Objective: Hypertension and dyslipidemia represent two of the most relevant modifiable cardiovascular risk (CVR) factors and they often coexist. The aim of our study was to evaluate the characteristics of the lipid profile of a large unselected hypertensive population referred to our Centre, to underline the magnitude of this association and possible lacks in the management of dyslipidemia.

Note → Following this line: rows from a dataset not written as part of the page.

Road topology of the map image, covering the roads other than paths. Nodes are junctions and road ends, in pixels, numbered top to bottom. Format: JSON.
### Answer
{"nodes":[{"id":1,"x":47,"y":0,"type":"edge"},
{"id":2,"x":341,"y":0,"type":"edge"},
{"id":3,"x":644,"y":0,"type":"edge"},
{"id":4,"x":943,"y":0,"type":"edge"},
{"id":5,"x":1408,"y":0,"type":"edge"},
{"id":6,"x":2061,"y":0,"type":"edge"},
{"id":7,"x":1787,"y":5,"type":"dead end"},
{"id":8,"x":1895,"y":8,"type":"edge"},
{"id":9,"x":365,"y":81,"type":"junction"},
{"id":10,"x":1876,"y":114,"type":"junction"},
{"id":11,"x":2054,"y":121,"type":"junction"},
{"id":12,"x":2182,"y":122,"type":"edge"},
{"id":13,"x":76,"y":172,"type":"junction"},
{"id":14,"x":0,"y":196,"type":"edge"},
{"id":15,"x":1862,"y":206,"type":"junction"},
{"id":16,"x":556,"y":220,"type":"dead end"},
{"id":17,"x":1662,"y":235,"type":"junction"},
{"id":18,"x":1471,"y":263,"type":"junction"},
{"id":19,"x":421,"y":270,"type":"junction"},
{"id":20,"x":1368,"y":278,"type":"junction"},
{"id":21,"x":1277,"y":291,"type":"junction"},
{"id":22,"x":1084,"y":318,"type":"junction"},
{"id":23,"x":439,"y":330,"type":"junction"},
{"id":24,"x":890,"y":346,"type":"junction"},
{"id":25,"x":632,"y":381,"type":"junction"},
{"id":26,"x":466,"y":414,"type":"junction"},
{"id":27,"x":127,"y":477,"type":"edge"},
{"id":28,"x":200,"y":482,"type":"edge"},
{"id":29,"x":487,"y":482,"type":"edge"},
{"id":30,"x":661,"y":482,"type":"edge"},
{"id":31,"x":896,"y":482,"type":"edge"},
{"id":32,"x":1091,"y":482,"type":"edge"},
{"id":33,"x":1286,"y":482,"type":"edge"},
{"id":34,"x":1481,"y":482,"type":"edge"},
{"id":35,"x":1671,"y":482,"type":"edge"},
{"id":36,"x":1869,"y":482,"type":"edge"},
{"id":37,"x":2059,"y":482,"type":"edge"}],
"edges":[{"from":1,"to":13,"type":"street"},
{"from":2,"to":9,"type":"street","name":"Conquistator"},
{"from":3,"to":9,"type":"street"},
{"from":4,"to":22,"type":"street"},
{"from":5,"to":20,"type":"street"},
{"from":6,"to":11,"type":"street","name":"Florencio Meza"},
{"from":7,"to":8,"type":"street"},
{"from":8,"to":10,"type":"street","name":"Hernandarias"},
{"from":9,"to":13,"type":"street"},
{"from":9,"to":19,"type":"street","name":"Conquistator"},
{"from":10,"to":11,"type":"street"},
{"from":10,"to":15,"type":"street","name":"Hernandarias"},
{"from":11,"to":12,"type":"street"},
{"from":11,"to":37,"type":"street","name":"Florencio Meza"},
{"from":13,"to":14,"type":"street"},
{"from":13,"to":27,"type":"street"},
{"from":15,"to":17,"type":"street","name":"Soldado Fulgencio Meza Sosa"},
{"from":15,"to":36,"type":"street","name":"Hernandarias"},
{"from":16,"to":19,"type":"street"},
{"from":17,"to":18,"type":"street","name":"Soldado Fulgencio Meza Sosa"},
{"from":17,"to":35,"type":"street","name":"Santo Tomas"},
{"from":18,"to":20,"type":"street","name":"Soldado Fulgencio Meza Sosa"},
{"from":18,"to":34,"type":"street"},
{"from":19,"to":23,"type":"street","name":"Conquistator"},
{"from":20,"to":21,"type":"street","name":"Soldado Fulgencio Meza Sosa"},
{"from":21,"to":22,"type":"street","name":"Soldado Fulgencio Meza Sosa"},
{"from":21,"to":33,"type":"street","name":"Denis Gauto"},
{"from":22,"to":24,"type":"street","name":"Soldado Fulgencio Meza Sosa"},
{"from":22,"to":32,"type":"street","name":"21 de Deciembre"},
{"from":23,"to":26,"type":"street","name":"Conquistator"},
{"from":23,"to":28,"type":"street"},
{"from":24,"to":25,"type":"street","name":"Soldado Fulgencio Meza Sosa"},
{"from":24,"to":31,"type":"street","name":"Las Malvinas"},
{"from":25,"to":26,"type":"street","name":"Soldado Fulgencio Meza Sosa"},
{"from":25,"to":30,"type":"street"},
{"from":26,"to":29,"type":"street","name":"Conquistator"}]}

Design and method: Retrospective study on 1440 hypertensives referred to our Hypertension Centre between 2010 and 2015. Inclusion criteria were age >=18 years, a 24-hour ambulatory blood pressure monitoring (ABPM) and a complete lipid profile: total cholesterol (TC), HDL cholesterol (HDL-c) and triglycerides (TG). Dyslipidemia was defined by the presence of at least one of these characteristics: TC >=200 mg/dl, calculated LDL cholesterol (cLDL) values higher than those recommended based on individual CVR, HDL-c<40 mg/dl in men and <50 mg/dl in women, TG >=150 mg/dl. Results: Mean age: 55.9 ± 13.4 years. Male sex: 823 (57.2%). Overweight/obese: 68%. Smokers: 18.1%. Diabetics: 10.7%. Dyslipidemia: 82.6%. Patients with peripheral arterial disease (PAD): 23,7%. Mean eGFR: 75.0 ± 15.6 ml/min/1.73m2. Mean TC: 205.9 ± 39.7 mg/dl. Mean HDL-c: 51.8 ± 13.7 mg/dl. Median TG: 111 mg/dl (82–157). Mean cLDL: 129.2 ± 34.5 mg/dl. Drug therapy: 19% (statins 87.6%, ezetimibe 6.2%, others 2.2%). At target cLDL: 39% (all patients), 42.9% (treated patients). Females were less controlled, despite the same treatment rate with lipid-lowering drugs. Diabetics were also less controlled, despite a higher rate of treatment with lipid-lowering drugs. Patients with PAD not treated with lipid-lowering drugs were 78.3%. TG>=150 mg/dl: 28% (all patients), 33% (treated patients). Low HDL-c (according to sex): 28.3%. Statins frequencies: simvastatin (34.1%), atorvastatin (27.8%), rosuvastatin (13.2%), pravastatin (10.3%), others (2.2%). High intensity statins were taken only by 2% of treated patients. The hypertensives controlled by therapy were 29.9% and patients with both controlled hypertension and cLDL were only 12%. Conclusions: Our data show the frequent association between hypertension and dyslipidemia. Patients with at least one alteration of the lipid profile were often untreated with lipid-lowering drugs, even in the presence of increased CVR. Whenever treated, they received low-medium intensity statins and they often did not reach their therapeutic goals.